[Saved data entries]

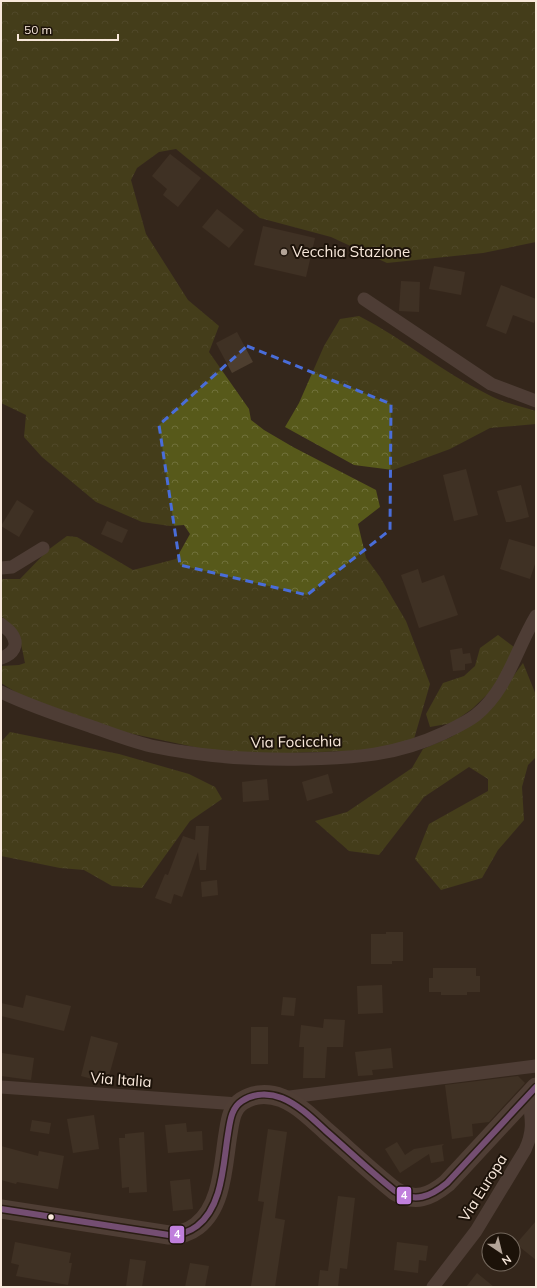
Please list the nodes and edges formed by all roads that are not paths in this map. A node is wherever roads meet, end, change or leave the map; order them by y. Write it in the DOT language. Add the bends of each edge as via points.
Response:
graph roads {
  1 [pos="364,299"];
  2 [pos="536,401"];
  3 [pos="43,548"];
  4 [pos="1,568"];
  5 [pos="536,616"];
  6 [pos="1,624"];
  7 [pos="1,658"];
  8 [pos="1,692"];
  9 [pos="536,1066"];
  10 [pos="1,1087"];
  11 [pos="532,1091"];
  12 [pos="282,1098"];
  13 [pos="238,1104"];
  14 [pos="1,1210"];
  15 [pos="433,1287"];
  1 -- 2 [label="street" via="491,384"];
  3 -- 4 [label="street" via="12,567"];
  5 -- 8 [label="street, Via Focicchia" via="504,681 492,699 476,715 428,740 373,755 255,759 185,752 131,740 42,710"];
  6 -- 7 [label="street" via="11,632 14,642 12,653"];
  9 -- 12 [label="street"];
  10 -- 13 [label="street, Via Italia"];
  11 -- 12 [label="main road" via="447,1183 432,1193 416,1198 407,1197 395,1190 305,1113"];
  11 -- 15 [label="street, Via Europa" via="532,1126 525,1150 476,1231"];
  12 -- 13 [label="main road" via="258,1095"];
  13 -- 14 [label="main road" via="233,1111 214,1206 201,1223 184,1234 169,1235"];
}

* _Exercise description_: An exact copy of the records above is required, leaving out the pictures.

* _Problem solution_:
Please list the nodes and edges formed by all roads that are not paths in this map. A node is wherever roads meet, end, change or leave the map; order them by y. Write it in the DOT language. Add the bends of each edge as via points.
Response:
graph roads {
  1 [pos="364,299"];
  2 [pos="536,401"];
  3 [pos="43,548"];
  4 [pos="1,568"];
  5 [pos="536,616"];
  6 [pos="1,624"];
  7 [pos="1,658"];
  8 [pos="1,692"];
  9 [pos="536,1066"];
  10 [pos="1,1087"];
  11 [pos="532,1091"];
  12 [pos="282,1098"];
  13 [pos="238,1104"];
  14 [pos="1,1210"];
  15 [pos="433,1287"];
  1 -- 2 [label="street" via="491,384"];
  3 -- 4 [label="street" via="12,567"];
  5 -- 8 [label="street, Via Focicchia" via="504,681 492,699 476,715 428,740 373,755 255,759 185,752 131,740 42,710"];
  6 -- 7 [label="street" via="11,632 14,642 12,653"];
  9 -- 12 [label="street"];
  10 -- 13 [label="street, Via Italia"];
  11 -- 12 [label="main road" via="447,1183 432,1193 416,1198 407,1197 395,1190 305,1113"];
  11 -- 15 [label="street, Via Europa" via="532,1126 525,1150 476,1231"];
  12 -- 13 [label="main road" via="258,1095"];
  13 -- 14 [label="main road" via="233,1111 214,1206 201,1223 184,1234 169,1235"];
}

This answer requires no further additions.